Evelyn had never seen him behave this way. She walked around and sat on the other side, her rifle in her lap. On the heights to the west a bear roared. To the northeast a wolf raised an ululating cry to the moon. She barely noticed. Neither was near enough to pose a danger. “I thought you cared for me.”

“I do,” Dega said.

“Then what in the world is going on? Why are you acting this way? You never said anything about this Nansusequa stuff before.”

“Not think of it before.”

“What brought it on?”

Dega hesitated. She might become mad at his mother if he told her the truth, so he said, “It bring on itself.”

Evelyn lapsed into silence. She supposed that from his point of view it was fitting that his children be raised Nansusequa. But to
only
raise them Nansusequa was asking too much. Besides, how could she, when she wasn’t a Nansusequa herself? She had no objection to learning their ways, but she couldn’t just stop being part white and part Shoshone. It was ingrained into her. She put her elbows on her knees and her chin in her hands and stared sadly at the picnic basket. Her getaway had been ruined.

Dega had never seen her so sorrowful. He squirmed and bowed his head and wondered if he was asking too much of her. Which led him to wondering if his mother was asking too much of him. He and his sisters were the last of their kind, yes. Unless he married one of them—and the Nansusequa never did that—any woman he took for his wife would have beliefs and habits of her own and would desire to raise their children accordingly. How, then, could he raise his children strictly as Nansusequa? He ran a hand over his brow. All this thinking was hurting his head.
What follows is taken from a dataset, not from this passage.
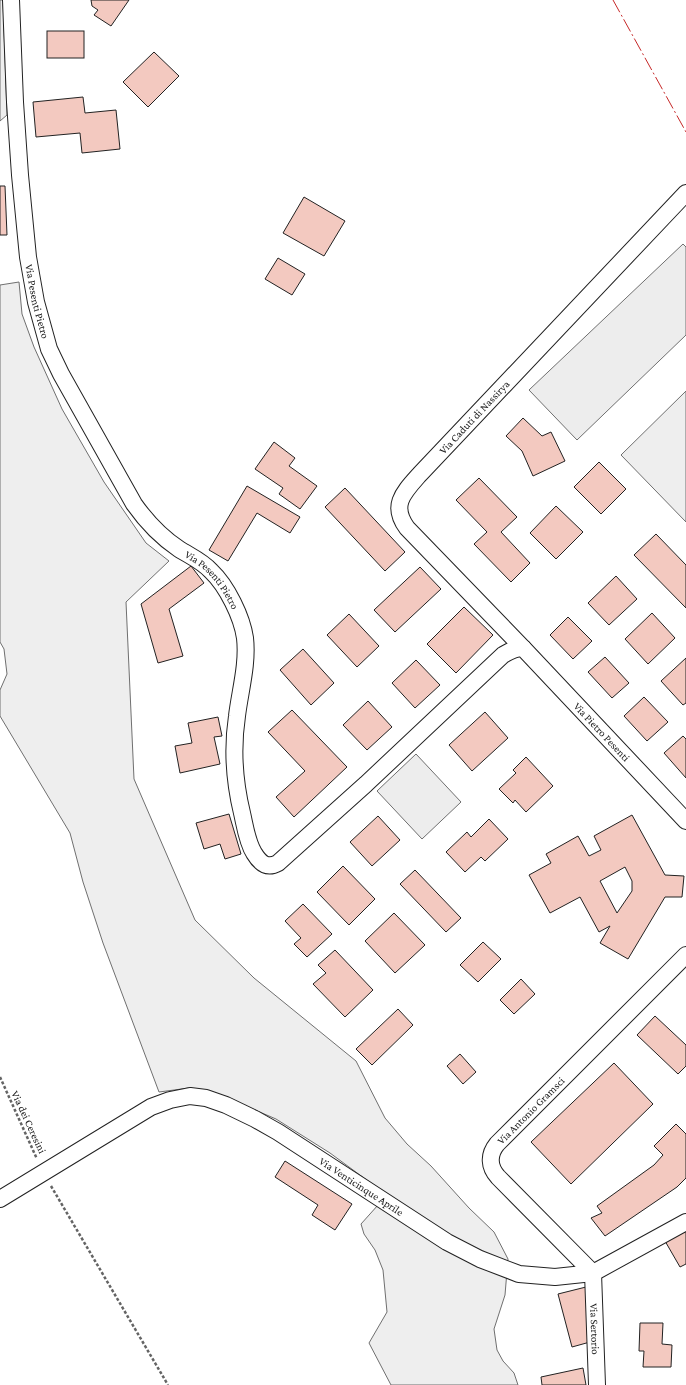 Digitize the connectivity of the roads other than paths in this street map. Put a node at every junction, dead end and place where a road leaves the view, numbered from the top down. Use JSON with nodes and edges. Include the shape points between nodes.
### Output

Evelyn happened to gaze past him and stiffened. Something had appeared at the edge of the clearing. Not the mountain lion, something else. She discerned a low hump that could be…anything…watching them. “We have company,” she quietly announced.

Dega snapped out of himself. “Where?”

“Behind you. Don’t turn around. We don’t want
to spook it.” Evelyn put another branch on the fire and the flames grew. So did the circle of firelight but not far enough to reach the…thing.

“Maybe it what we chase.”

“Do you have any notion what it is?”

Dega did, but his eyes might have been mistaken. “Night play trick on me. I not sure.”

“It’s not big enough to be a threat,” Evelyn said. “Maybe it will just go away.” The next moment, to her astonishment, the thing started to grow. It rose until it was three times as tall. Its silhouette was too vague for her to identify, but one fact was apparent. “My God! It’s standing on two legs.”

Not only that, it was coming toward them.

Chapter Thirteen

Evelyn held her breath. She wrapped her hands around the Hawken, ready to jerk it up and shoot.

Dega looked over his shoulder. He had been right, then. The night hadn’t played tricks on him. “It is a person.”

Evelyn had reached the same conclusion. She forced a smile and said, “How do you do?”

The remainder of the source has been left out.